Il faut comprendre que ce qu’on vit en ce moment en Afrique de l’Ouest, n’est que le corollaire d’une crise de gouvernance. Et face à celle-ci, les organisations régionales et la Communauté internationale semblent privilégier la simple condamnation et le recours aux sanctions, en lieu et place d’un diagnostic clair.
On ignore ainsi le fait que les priorités s’orientent désormais vers la qualité des processus électoraux, la limitation des mandats, mais aussi la performance économique et la reddition de comptes politiques et économiques, auxquelles se heurtent les chefs d’Etat de la Cedeao, à des degrés divers de répression, de cooptation et de consolidation du statu quo face aux grognes sociales essentiellement traduites par des manifestations. Très peu d’attentions sont ainsi portées aux principes de réactivité, de transparence, de reddition de comptes et de responsabilité civique.

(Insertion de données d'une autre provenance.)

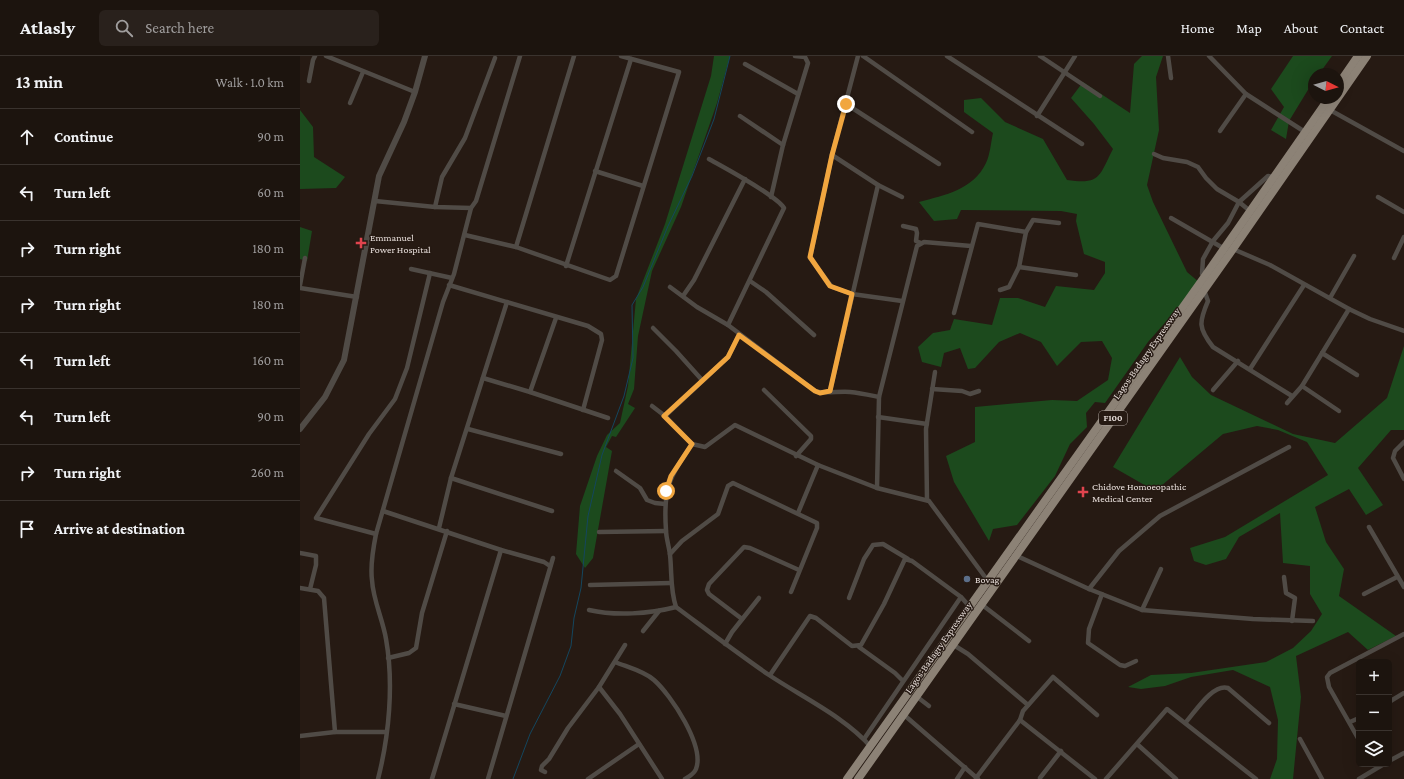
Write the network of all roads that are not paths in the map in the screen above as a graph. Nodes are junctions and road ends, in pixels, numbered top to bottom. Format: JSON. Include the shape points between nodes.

Pourtant, tous reconnaissent que les changements inconstitutionnels de gouvernement et les soulèvements populaires tirent leurs causes profondes des carences en matière de gouvernance. Malheureusement, il s’est développé au sein de l’UA et d’autres organisations régionales, notamment la CEDEAO, une conception de la démocratie limitée à la tenue des élections et au respect, ou non-respect, de la limitation de mandats, au mépris de la qualité des processus électoraux qui demeure la principale source de tensions en Afrique.
C’est justement ce qui a été le cas au Mali depuis 2020, lors des élections législatives controversées, initialement prévues en 2018. Ainsi, en donnant la priorité à un symptôme, à savoir un coup d’État, plutôt que de s’attaquer aux causes profondes, telles que la légitimité douteuse et la corruption de gouvernements controversés, la réponse de la CEDEAO ressemble davantage à une prime au président sortant. Ainsi, il devient beaucoup plus aisé de condamner un coup d’État que d’avoir le courage politique d’en traiter les causes profondes.
Sans donc parler du cas du Mali, qui démontre qu’une telle accélération du calendrier électoral peut reproduire des gouvernements défaillants, les cas guinéen et burkinabè interpellent aujourd’hui les responsables, les peuples d’Afrique et les partenaires extérieurs sur l’impérieuse nécessité d’adapter la démocratie aux réalités africaines, plutôt que de rester figée sur des modèles occidentaux qui ne marchent plus.